To say that the owners are estopped to question the valuations made by assessors
since they had the opportunity to protest is illusory. The overwhelming mass of
landowners accept unquestioningly what is found in the tax declarations prepared
by local assessors or municipal clerks for them. They do not even look at, much less
analyze, the statements. The Idea of expropriation simply never occurs until a
demand is made or a case filed by an agency authorized to do so. (pp. 12-3)
3. Due Process
Petitioners assert that Pres. Decree 1224, as amended, violates procedural due
process as it allows immediate taking of possession, control and disposition of
property without giving the owner his day in court. Respondent Judge ordered the
issuance of a writ of possession without notice and without hearing.
The constitutionality of this procedure has also been ruled upon in the Export
Processing Zone Authority case, viz:
It is violative of due process to deny to the owner the opportunity to prove that the
valuation in the tax documents is unfair or wrong. And it is repulsive to basic
concepts of justice and fairness to allow the haphazard work of minor bureaucrat or
clerk to absolutely prevail over the judgment of a court promulgated only after
expert commissioners have actually viewed the property, after evidence and
arguments pro and con have been presented, and after all factors and
considerations essential to a fair and just determination have been judiciously
evaluated. (p. 13)
On the matter of the issuance of a writ of possession, the ruling in the Ignacio case
is reiterated, thus:
[I]t is imperative that before a writ of possession is issued by the Court in
expropriation proceedings, the following requisites must be met: (1) There must be
a Complaint for expropriation sufficient in form and in substance; (2) A provisional
determination of just compensation for the properties sought to be expropriated
must be made by the trial court on the basis of judicial (not legislative or executive)

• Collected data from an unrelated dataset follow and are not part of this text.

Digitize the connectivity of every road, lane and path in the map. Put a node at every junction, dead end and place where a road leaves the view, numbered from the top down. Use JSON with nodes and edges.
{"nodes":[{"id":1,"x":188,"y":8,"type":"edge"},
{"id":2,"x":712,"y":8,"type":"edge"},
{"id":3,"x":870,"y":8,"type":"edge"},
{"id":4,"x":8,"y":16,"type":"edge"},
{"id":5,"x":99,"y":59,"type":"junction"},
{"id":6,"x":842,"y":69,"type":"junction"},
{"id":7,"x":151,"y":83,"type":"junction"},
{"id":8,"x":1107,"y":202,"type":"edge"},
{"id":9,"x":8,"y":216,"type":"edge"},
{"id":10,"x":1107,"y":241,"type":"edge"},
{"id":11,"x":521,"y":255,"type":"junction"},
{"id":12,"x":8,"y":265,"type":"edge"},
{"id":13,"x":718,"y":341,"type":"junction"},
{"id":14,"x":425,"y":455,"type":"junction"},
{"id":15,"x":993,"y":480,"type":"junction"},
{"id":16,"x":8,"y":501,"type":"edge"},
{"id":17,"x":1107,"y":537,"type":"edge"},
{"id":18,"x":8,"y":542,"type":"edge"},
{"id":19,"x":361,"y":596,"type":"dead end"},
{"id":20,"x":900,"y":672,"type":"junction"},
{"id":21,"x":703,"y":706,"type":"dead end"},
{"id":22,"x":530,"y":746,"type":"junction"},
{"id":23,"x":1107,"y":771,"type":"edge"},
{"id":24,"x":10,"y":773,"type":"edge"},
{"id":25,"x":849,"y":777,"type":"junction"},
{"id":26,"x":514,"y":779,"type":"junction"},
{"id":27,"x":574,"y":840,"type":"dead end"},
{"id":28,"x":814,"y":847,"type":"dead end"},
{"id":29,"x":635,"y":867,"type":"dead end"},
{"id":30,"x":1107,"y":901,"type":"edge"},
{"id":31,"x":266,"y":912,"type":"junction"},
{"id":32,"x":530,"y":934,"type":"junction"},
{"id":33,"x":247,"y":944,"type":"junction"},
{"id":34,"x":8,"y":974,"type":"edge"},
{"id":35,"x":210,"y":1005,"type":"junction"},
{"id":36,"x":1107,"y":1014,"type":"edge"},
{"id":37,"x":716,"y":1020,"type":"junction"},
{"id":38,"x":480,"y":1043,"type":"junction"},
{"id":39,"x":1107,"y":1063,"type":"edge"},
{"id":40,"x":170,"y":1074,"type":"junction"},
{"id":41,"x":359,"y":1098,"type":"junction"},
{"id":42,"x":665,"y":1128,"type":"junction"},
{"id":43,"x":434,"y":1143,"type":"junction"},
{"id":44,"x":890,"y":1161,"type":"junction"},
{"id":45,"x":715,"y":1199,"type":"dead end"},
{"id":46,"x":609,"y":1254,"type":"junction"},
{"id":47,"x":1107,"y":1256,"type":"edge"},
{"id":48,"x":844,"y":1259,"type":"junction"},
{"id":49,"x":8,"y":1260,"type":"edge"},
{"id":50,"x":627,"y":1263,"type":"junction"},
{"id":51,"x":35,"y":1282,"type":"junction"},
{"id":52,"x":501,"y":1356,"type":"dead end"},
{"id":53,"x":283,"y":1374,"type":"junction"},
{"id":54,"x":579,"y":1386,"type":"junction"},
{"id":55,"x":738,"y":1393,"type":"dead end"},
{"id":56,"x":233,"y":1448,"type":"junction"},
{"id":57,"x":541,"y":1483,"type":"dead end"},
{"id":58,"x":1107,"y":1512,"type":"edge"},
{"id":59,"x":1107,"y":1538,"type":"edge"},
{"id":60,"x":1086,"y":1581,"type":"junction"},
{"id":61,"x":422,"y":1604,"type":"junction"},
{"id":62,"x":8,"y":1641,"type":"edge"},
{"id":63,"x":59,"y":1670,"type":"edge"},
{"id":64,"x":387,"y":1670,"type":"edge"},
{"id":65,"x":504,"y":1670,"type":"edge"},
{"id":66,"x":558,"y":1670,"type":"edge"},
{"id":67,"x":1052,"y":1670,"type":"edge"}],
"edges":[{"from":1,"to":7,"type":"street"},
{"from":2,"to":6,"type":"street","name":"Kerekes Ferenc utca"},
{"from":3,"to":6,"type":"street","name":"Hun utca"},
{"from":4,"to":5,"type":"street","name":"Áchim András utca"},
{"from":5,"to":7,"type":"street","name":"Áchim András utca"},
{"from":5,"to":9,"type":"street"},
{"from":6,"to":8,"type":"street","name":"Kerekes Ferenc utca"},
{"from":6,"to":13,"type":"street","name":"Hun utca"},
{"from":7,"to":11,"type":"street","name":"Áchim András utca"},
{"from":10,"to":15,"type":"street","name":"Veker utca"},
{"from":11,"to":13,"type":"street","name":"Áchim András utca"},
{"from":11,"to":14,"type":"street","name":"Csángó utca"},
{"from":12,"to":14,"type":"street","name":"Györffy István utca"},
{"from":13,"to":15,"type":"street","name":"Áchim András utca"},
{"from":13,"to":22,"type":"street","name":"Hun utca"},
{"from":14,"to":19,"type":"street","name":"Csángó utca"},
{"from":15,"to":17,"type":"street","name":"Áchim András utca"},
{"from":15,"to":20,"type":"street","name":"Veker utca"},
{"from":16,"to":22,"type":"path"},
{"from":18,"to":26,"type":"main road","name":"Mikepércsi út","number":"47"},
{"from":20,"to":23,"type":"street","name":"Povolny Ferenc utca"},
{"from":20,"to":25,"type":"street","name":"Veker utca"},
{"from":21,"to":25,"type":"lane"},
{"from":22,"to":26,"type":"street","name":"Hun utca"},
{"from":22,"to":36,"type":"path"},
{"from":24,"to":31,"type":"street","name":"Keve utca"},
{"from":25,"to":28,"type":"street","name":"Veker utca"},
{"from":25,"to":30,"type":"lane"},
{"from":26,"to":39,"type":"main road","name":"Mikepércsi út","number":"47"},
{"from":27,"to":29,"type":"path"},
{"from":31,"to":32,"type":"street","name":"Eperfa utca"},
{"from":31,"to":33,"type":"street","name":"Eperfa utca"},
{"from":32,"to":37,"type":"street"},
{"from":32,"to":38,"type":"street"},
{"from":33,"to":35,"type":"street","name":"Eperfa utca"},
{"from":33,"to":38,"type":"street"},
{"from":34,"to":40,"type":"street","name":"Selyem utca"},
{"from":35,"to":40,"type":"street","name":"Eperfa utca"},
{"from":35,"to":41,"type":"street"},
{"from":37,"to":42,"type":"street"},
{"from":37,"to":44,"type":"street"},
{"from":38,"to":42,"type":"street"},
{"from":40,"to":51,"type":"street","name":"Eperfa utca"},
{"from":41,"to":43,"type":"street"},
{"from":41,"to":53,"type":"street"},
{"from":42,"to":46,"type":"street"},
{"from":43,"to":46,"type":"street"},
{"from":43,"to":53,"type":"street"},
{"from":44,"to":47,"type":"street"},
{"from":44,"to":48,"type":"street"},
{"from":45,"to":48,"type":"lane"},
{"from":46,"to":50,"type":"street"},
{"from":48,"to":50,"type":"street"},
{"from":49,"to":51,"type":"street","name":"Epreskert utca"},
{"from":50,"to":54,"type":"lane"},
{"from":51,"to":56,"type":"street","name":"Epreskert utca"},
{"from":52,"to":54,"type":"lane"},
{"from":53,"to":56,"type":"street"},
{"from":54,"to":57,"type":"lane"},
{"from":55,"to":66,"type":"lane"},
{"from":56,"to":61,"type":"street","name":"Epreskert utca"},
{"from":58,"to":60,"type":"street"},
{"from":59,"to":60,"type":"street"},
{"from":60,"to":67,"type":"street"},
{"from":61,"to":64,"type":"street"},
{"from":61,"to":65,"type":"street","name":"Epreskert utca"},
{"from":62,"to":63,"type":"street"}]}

discretion; and (3) The deposit requirement under Section 2, Rule 67 must be
complied with. (p. 14)
This Court holds that "socialized housing" defined in Pres. Decree No. 1224, as
amended by Pres. Decree Nos. 1259 and 1313, constitutes "public use" for purposes
of expropriation. However, as previously held by this Court, the provisions of such
decrees on just compensation are unconstitutional; and in the instant case the Court
finds that the Orders issued pursuant to the corollary provisions of those decrees
authorizing immediate taking without notice and hearing are violative of due
process.
WHEREFORE, the Orders of the lower court dated January 17, 1978 and June 28,
1978 issuing the writ of possession on the basis of the market value appearing
therein are annulled for having been issued in excess of jurisdiction. Let this case be
remanded to the court of origin for further proceedings to determine the
compensation the petitioners are entitled to be paid. No costs.
SO ORDERED.
Teehankee, C.J., Yap, Fernan, Narvasa, Melencio-Herrera, Gutierrez, Jr., Cruz, Paras,
Feliciano, Gancayco, Padilla, Bidin and Sarmiento, JJ., concur.